→ **Record set**:
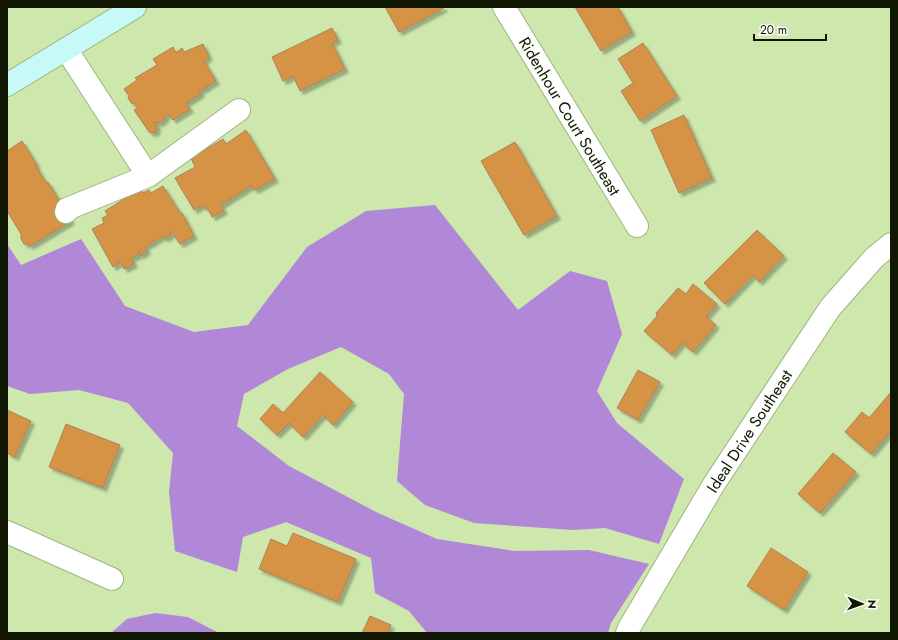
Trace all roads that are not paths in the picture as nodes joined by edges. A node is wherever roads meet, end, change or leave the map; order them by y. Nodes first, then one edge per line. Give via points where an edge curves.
1 (135, 7) edge
2 (504, 7) edge
3 (66, 49) junction
4 (7, 85) edge
5 (239, 110) dead end
6 (148, 176) junction
7 (66, 212) dead end
8 (637, 226) dead end
9 (891, 244) edge
10 (7, 532) edge
11 (112, 579) dead end
12 (627, 633) edge

1 - 3 main road
2 - 8 street, Ridenhour Court Southeast
3 - 4 main road
3 - 6 street
5 - 6 street
6 - 7 street via 67,209
9 - 12 street, Ideal Drive Southeast via 874,258 830,308 714,484
10 - 11 street

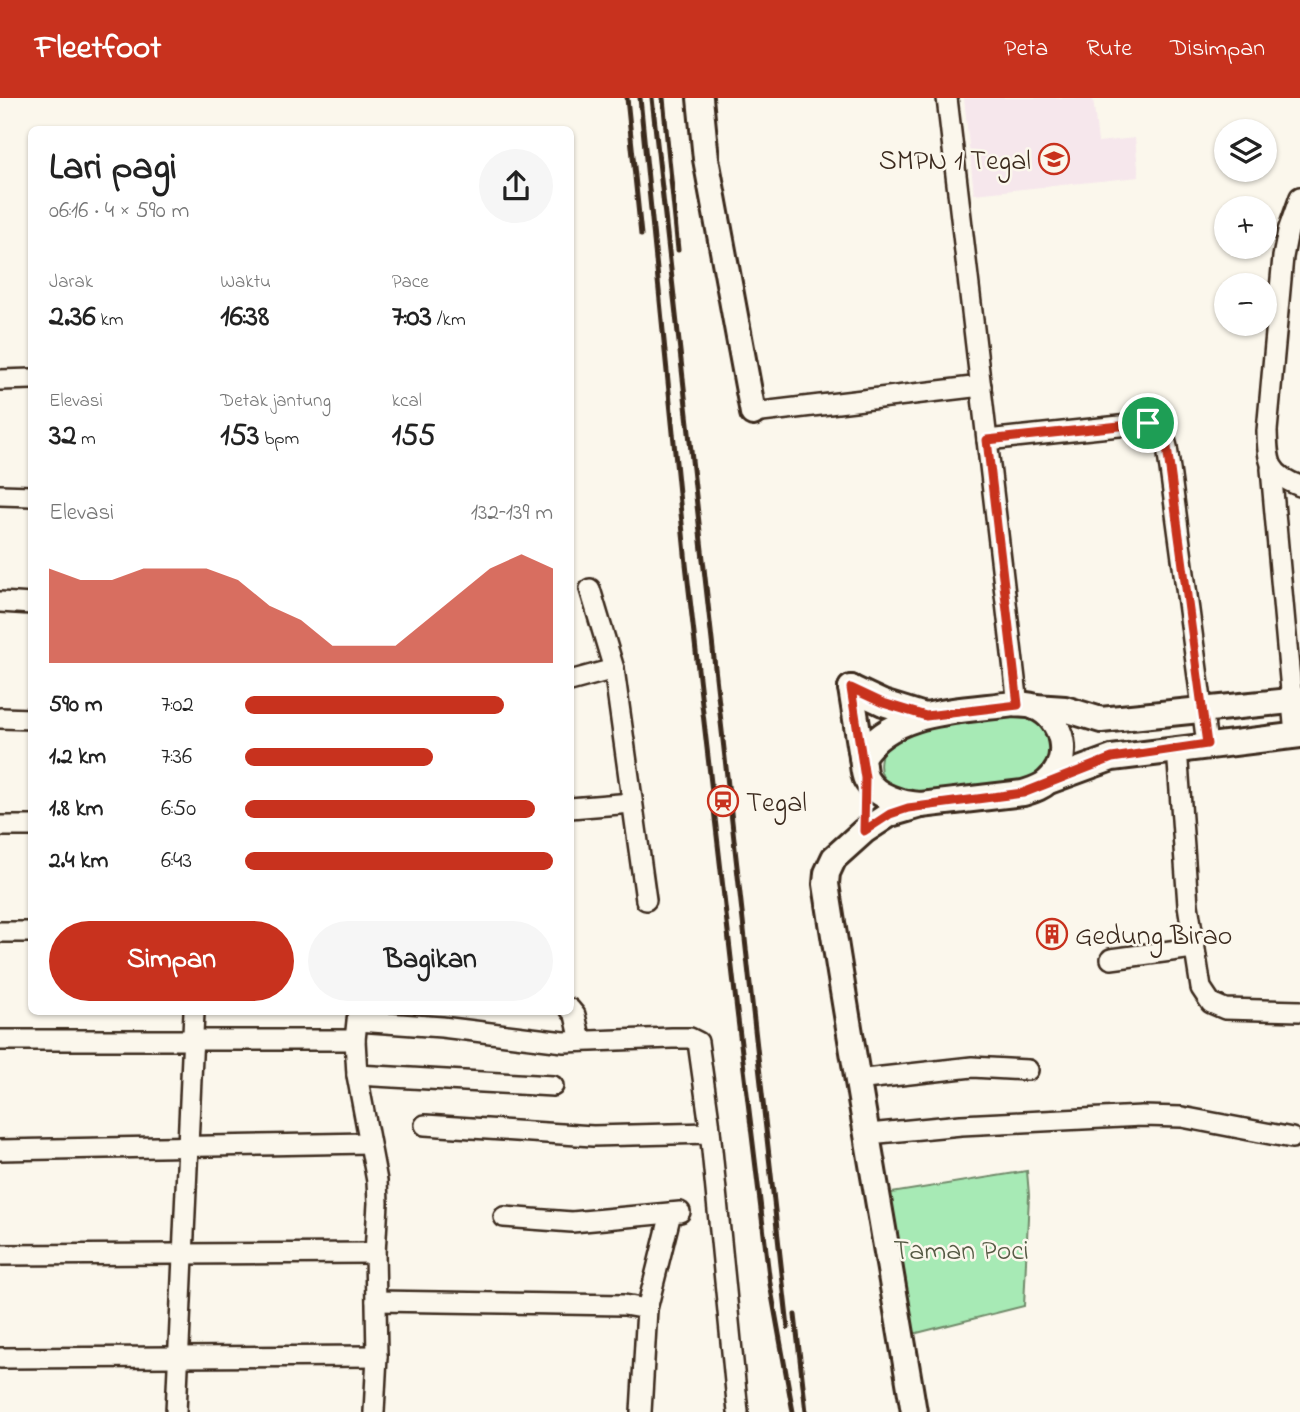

→ **Exercise instructions**: Every entry above has to be repeated exactly, apart from its pictures.

→ **Response area**:
Trace all roads that are not paths in the picture as nodes joined by edges. A node is wherever roads meet, end, change or leave the map; order them by y. Nodes first, then one edge per line. Give via points where an edge curves.
1 (135, 7) edge
2 (504, 7) edge
3 (66, 49) junction
4 (7, 85) edge
5 (239, 110) dead end
6 (148, 176) junction
7 (66, 212) dead end
8 (637, 226) dead end
9 (891, 244) edge
10 (7, 532) edge
11 (112, 579) dead end
12 (627, 633) edge

1 - 3 main road
2 - 8 street, Ridenhour Court Southeast
3 - 4 main road
3 - 6 street
5 - 6 street
6 - 7 street via 67,209
9 - 12 street, Ideal Drive Southeast via 874,258 830,308 714,484
10 - 11 street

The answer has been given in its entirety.